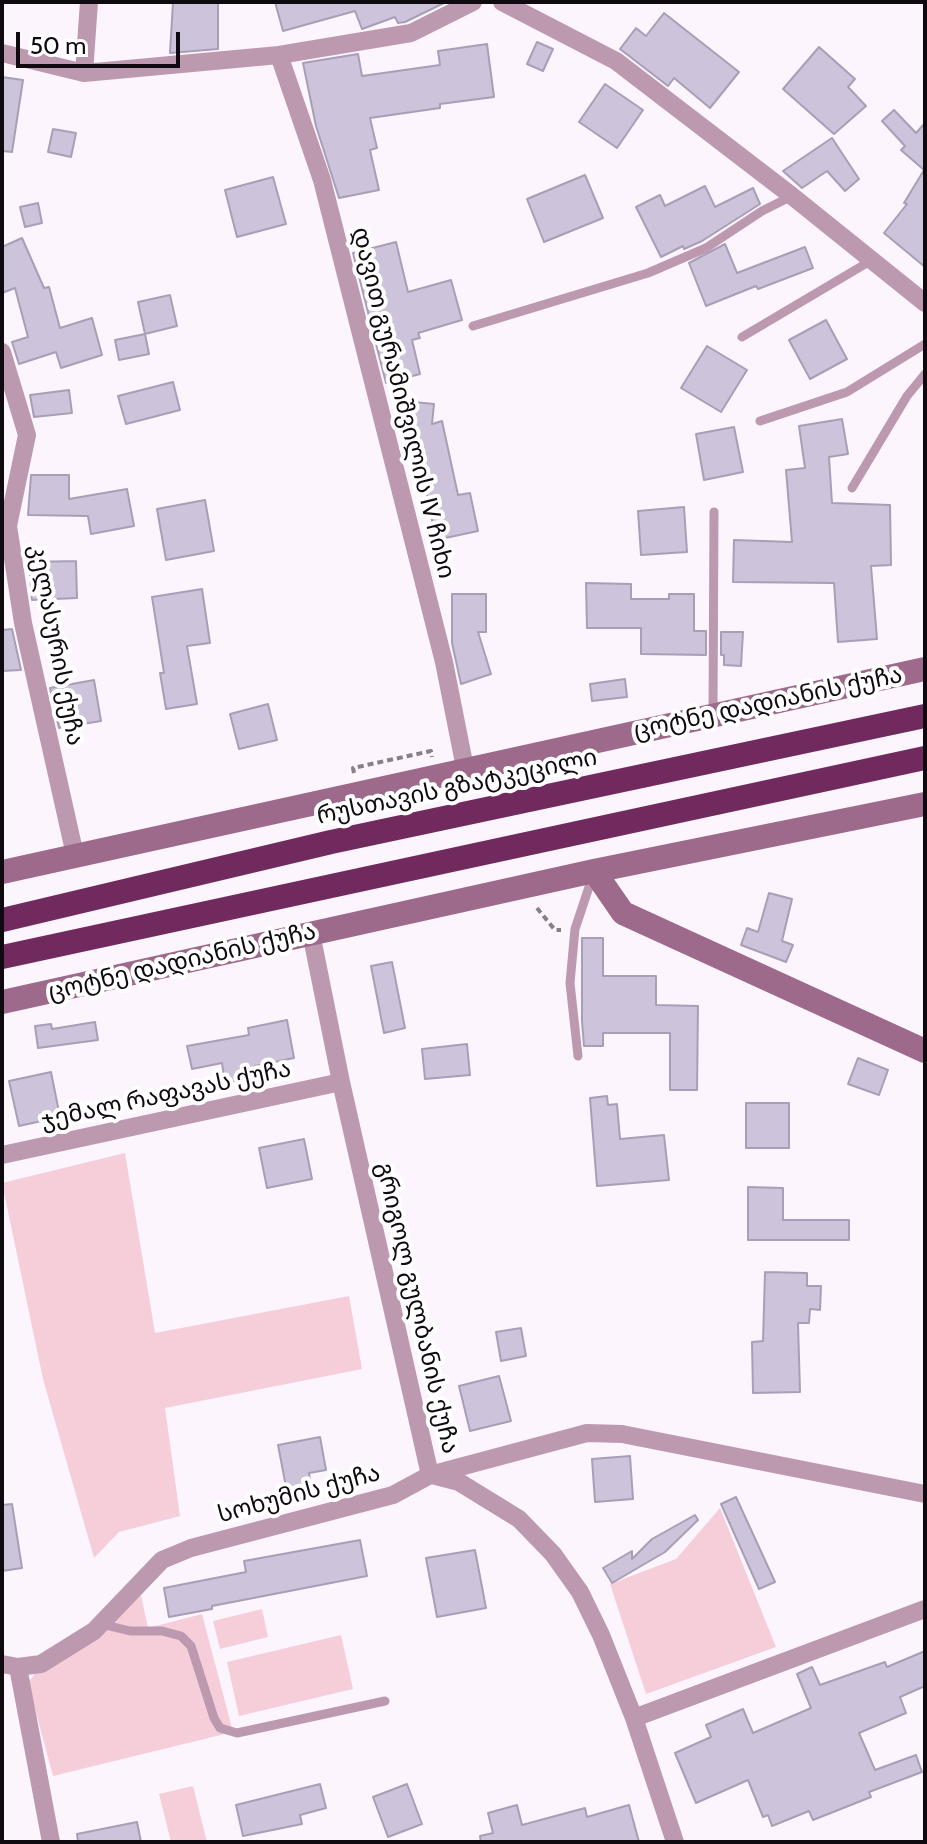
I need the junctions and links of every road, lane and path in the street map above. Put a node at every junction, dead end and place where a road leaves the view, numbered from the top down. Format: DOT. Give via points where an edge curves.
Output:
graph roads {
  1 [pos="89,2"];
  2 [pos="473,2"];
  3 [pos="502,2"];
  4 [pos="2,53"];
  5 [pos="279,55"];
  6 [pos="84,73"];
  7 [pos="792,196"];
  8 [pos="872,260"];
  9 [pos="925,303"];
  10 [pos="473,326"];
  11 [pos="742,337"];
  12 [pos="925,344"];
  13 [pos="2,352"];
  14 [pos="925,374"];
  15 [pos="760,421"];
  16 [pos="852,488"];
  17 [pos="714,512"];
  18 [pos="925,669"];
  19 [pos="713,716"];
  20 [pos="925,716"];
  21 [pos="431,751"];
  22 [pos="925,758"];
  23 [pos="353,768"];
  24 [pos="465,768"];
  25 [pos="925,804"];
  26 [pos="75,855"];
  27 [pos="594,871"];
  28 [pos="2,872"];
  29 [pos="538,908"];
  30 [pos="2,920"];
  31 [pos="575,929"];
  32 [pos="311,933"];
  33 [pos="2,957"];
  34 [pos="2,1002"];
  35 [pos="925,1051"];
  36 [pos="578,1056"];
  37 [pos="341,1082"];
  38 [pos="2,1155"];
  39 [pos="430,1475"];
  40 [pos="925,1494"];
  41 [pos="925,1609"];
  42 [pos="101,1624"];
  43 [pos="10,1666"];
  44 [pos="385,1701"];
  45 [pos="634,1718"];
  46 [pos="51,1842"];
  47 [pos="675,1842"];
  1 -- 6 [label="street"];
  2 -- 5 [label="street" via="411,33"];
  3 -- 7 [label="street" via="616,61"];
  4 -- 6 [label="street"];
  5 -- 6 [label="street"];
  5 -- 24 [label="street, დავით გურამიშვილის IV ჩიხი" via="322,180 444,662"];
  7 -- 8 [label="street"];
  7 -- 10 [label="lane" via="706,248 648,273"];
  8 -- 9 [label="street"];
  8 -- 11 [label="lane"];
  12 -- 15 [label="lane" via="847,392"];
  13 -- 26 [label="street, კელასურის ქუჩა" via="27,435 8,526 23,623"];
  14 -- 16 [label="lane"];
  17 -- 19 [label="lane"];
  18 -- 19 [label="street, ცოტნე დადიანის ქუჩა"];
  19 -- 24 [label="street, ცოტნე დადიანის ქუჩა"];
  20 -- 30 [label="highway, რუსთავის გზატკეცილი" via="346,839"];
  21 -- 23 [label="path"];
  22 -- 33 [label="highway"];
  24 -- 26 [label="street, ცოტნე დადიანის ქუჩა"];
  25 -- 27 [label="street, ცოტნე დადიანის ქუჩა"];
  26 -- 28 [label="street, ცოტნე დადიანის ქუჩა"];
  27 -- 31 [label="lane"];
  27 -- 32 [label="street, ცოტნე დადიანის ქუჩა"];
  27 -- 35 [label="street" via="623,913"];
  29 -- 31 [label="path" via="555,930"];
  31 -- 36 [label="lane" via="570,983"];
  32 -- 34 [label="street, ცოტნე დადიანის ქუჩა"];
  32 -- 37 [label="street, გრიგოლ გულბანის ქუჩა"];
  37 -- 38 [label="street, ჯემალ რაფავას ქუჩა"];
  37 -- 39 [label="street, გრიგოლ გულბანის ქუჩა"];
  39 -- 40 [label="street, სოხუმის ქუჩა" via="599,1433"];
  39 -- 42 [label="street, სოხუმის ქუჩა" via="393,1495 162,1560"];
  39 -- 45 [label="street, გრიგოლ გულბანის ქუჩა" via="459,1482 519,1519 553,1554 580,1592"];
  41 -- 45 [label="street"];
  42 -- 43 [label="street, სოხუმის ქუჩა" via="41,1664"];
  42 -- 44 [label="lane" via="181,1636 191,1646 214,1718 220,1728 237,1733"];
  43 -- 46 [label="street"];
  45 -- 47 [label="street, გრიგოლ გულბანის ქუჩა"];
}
━━━━━━
- _Task details_
Since the pictures are not wanted, give the material again exactly without them.

- _Task answer_
I need the junctions and links of every road, lane and path in the street map above. Put a node at every junction, dead end and place where a road leaves the view, numbered from the top down. Format: DOT. Give via points where an edge curves.
Output:
graph roads {
  1 [pos="89,2"];
  2 [pos="473,2"];
  3 [pos="502,2"];
  4 [pos="2,53"];
  5 [pos="279,55"];
  6 [pos="84,73"];
  7 [pos="792,196"];
  8 [pos="872,260"];
  9 [pos="925,303"];
  10 [pos="473,326"];
  11 [pos="742,337"];
  12 [pos="925,344"];
  13 [pos="2,352"];
  14 [pos="925,374"];
  15 [pos="760,421"];
  16 [pos="852,488"];
  17 [pos="714,512"];
  18 [pos="925,669"];
  19 [pos="713,716"];
  20 [pos="925,716"];
  21 [pos="431,751"];
  22 [pos="925,758"];
  23 [pos="353,768"];
  24 [pos="465,768"];
  25 [pos="925,804"];
  26 [pos="75,855"];
  27 [pos="594,871"];
  28 [pos="2,872"];
  29 [pos="538,908"];
  30 [pos="2,920"];
  31 [pos="575,929"];
  32 [pos="311,933"];
  33 [pos="2,957"];
  34 [pos="2,1002"];
  35 [pos="925,1051"];
  36 [pos="578,1056"];
  37 [pos="341,1082"];
  38 [pos="2,1155"];
  39 [pos="430,1475"];
  40 [pos="925,1494"];
  41 [pos="925,1609"];
  42 [pos="101,1624"];
  43 [pos="10,1666"];
  44 [pos="385,1701"];
  45 [pos="634,1718"];
  46 [pos="51,1842"];
  47 [pos="675,1842"];
  1 -- 6 [label="street"];
  2 -- 5 [label="street" via="411,33"];
  3 -- 7 [label="street" via="616,61"];
  4 -- 6 [label="street"];
  5 -- 6 [label="street"];
  5 -- 24 [label="street, დავით გურამიშვილის IV ჩიხი" via="322,180 444,662"];
  7 -- 8 [label="street"];
  7 -- 10 [label="lane" via="706,248 648,273"];
  8 -- 9 [label="street"];
  8 -- 11 [label="lane"];
  12 -- 15 [label="lane" via="847,392"];
  13 -- 26 [label="street, კელასურის ქუჩა" via="27,435 8,526 23,623"];
  14 -- 16 [label="lane"];
  17 -- 19 [label="lane"];
  18 -- 19 [label="street, ცოტნე დადიანის ქუჩა"];
  19 -- 24 [label="street, ცოტნე დადიანის ქუჩა"];
  20 -- 30 [label="highway, რუსთავის გზატკეცილი" via="346,839"];
  21 -- 23 [label="path"];
  22 -- 33 [label="highway"];
  24 -- 26 [label="street, ცოტნე დადიანის ქუჩა"];
  25 -- 27 [label="street, ცოტნე დადიანის ქუჩა"];
  26 -- 28 [label="street, ცოტნე დადიანის ქუჩა"];
  27 -- 31 [label="lane"];
  27 -- 32 [label="street, ცოტნე დადიანის ქუჩა"];
  27 -- 35 [label="street" via="623,913"];
  29 -- 31 [label="path" via="555,930"];
  31 -- 36 [label="lane" via="570,983"];
  32 -- 34 [label="street, ცოტნე დადიანის ქუჩა"];
  32 -- 37 [label="street, გრიგოლ გულბანის ქუჩა"];
  37 -- 38 [label="street, ჯემალ რაფავას ქუჩა"];
  37 -- 39 [label="street, გრიგოლ გულბანის ქუჩა"];
  39 -- 40 [label="street, სოხუმის ქუჩა" via="599,1433"];
  39 -- 42 [label="street, სოხუმის ქუჩა" via="393,1495 162,1560"];
  39 -- 45 [label="street, გრიგოლ გულბანის ქუჩა" via="459,1482 519,1519 553,1554 580,1592"];
  41 -- 45 [label="street"];
  42 -- 43 [label="street, სოხუმის ქუჩა" via="41,1664"];
  42 -- 44 [label="lane" via="181,1636 191,1646 214,1718 220,1728 237,1733"];
  43 -- 46 [label="street"];
  45 -- 47 [label="street, გრიგოლ გულბანის ქუჩა"];
}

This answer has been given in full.